None of this is complicated. It’s just steady, and steady is the thing that slips first when you’re busy running a business. If keeping on top of it isn’t realistic, that’s exactly what ongoing WordPress maintenance is for.
Get your site fixed today, without touching a line of code
If you’ve hit the cliff edge, or you’d simply rather not spend your evening inside a hosting file manager, this is what WP Relieve does.
You send us the problem. A WordPress developer who has seen this exact crash before diagnoses it, fixes it properly, and tells you in plain language what went wrong. You don’t open FTP. You don’t google error messages. You don’t gamble with your live site.
It’s one flat fee, $147 a month, for unlimited fixes and ongoing maintenance. No hourly billing, no surprise invoice after an emergency. Crashes and security issues get 24/7 emergency cover, and most standard tasks are completed within one business day. If it turns out not to be for you, there’s a 7-day money-back guarantee, no questions asked.
More than 328 businesses and agencies already run their sites this way.
“I have had an awesome experience using WP Relieve. They help me redesign things, fix pesky bugs, and are prompt and kind technicians. I highly recommend their services.”
— Stephanie Anne
“Very efficient and affordable services. I like that you guys can pick up even the most complex WordPress requests and deliver in no time.”
— Kelvin Mwangi
The team that fixes today’s crash is the same team that keeps the next one from happening. You can see the kinds of tasks we handle, or get started and have your site sorted.
WordPress crash FAQ
Why did my WordPress site suddenly crash?
Most sudden crashes follow a change: a plugin or theme update, a new install, or a PHP version bump from your host. Plugin conflicts are the most common single cause. If your site broke right after you updated something, start your troubleshooting there.
How do I fix the WordPress white screen of death?
The white screen is usually a PHP error from a plugin or theme. Clear all caches first. If you can reach your dashboard, deactivate plugins one by one and switch to a default theme to find the cause. If you can’t reach the dashboard, the fix involves your hosting file manager, which is the point to consider expert help.
My WordPress site crashed after a plugin update. What do I do?
Deactivate that plugin. If you can log into WordPress, do it from the Plugins page. If the update locked you out, you’ll need to rename the plugin’s folder through your host’s file manager. Once the site is back, check whether a newer version of the plugin has fixed the bug before you reactivate it.
Can I fix a crashed WordPress site without a developer?
Often, yes. Clearing caches, deactivating plugins, switching themes, and restoring a backup are all safe to do yourself. The line is code. Once a fix asks you to edit files, run commands, or touch the database, the risk of making things worse outweighs the saving.
How long does it take to fix a crashed WordPress site?
A simple cause like a single plugin conflict can be sorted in minutes. A database problem, a hack, or a crash with no obvious trigger takes longer to diagnose. With WP Relieve, crash and security emergencies are handled around the clock, and most standard fixes are completed within one business day.
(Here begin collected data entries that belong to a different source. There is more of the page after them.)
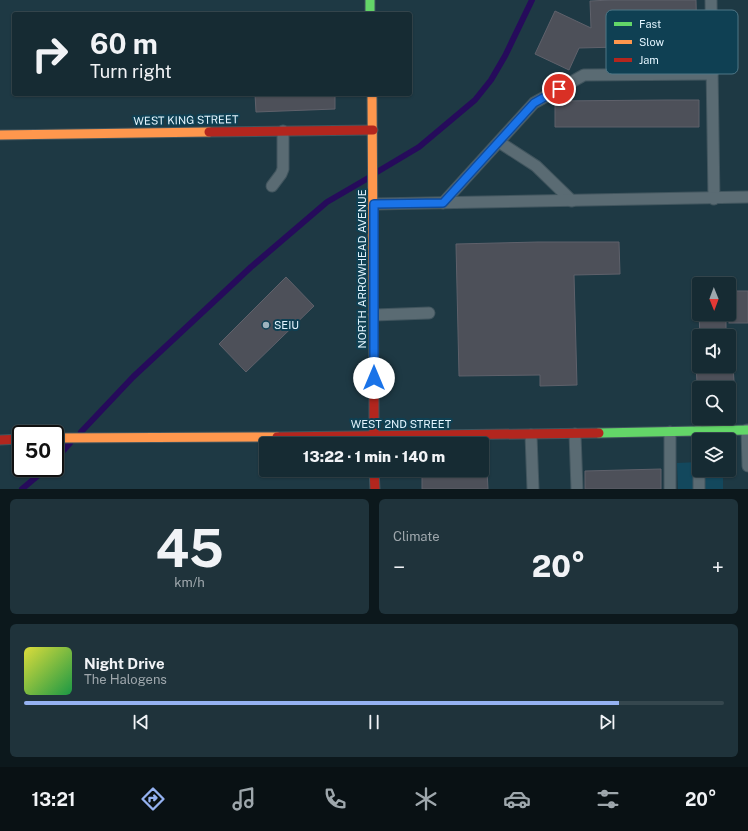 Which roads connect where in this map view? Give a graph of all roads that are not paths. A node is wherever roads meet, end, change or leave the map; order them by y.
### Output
1 (370, 0) edge
2 (711, 0) edge
3 (711, 10) edge
4 (370, 12) edge
5 (712, 74) joint
6 (372, 96) edge
7 (373, 130) junction
8 (282, 131) junction
9 (0, 135) edge
10 (499, 142) junction
11 (272, 186) dead end
12 (748, 198) edge
13 (714, 199) junction
14 (572, 201) junction
15 (443, 203) junction
16 (374, 204) junction
17 (428, 313) dead end
18 (374, 315) junction
19 (747, 430) edge
20 (698, 431) joint
21 (670, 432) junction
22 (575, 434) junction
23 (531, 435) junction
24 (374, 437) edge
25 (468, 437) edge
26 (64, 438) edge
27 (12, 439) edge
28 (259, 439) edge
29 (0, 440) edge
30 (748, 466) edge
31 (374, 477) edge
32 (699, 477) edge
33 (375, 489) edge
34 (533, 489) edge
35 (577, 489) edge
36 (670, 489) edge
37 (699, 489) edge

1 - 4 main road
2 - 3 lane
5 - 10 lane
5 - 13 lane
6 - 7 main road, NORTH ARROWHEAD AVENUE
7 - 8 main road, WEST KING STREET
7 - 16 main road, NORTH ARROWHEAD AVENUE
8 - 9 main road, WEST KING STREET
8 - 11 lane
10 - 14 lane
10 - 15 lane
12 - 13 lane
13 - 14 lane
14 - 15 lane
15 - 16 lane
16 - 18 main road, NORTH ARROWHEAD AVENUE
17 - 18 lane
18 - 24 main road, NORTH ARROWHEAD AVENUE
19 - 20 main road, WEST 2ND STREET
19 - 30 lane
20 - 21 main road, WEST 2ND STREET
21 - 22 main road, WEST 2ND STREET
21 - 36 lane
22 - 23 main road, WEST 2ND STREET
22 - 35 lane
23 - 25 main road, WEST 2ND STREET
23 - 34 lane
26 - 28 main road, WEST 2ND STREET
27 - 29 main road
31 - 33 main road
32 - 37 lane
How do I get into WordPress admin when the whole site is down?
If wp-admin won’t load, you usually can’t fix anything from the dashboard at all. Access then happens through your hosting control panel or file manager: renaming the plugins folder, swapping the theme, checking error logs. If that’s unfamiliar territory, it’s a safer use of your time to pass it to someone who works in there daily.
A crashed site feels like a disaster while you’re staring at it. Most of the time it isn’t. Work through the safe steps above, and if the next move involves editing code, treat that as your signal to hand it over. Doing that early is what keeps a bad afternoon from turning into a bad week.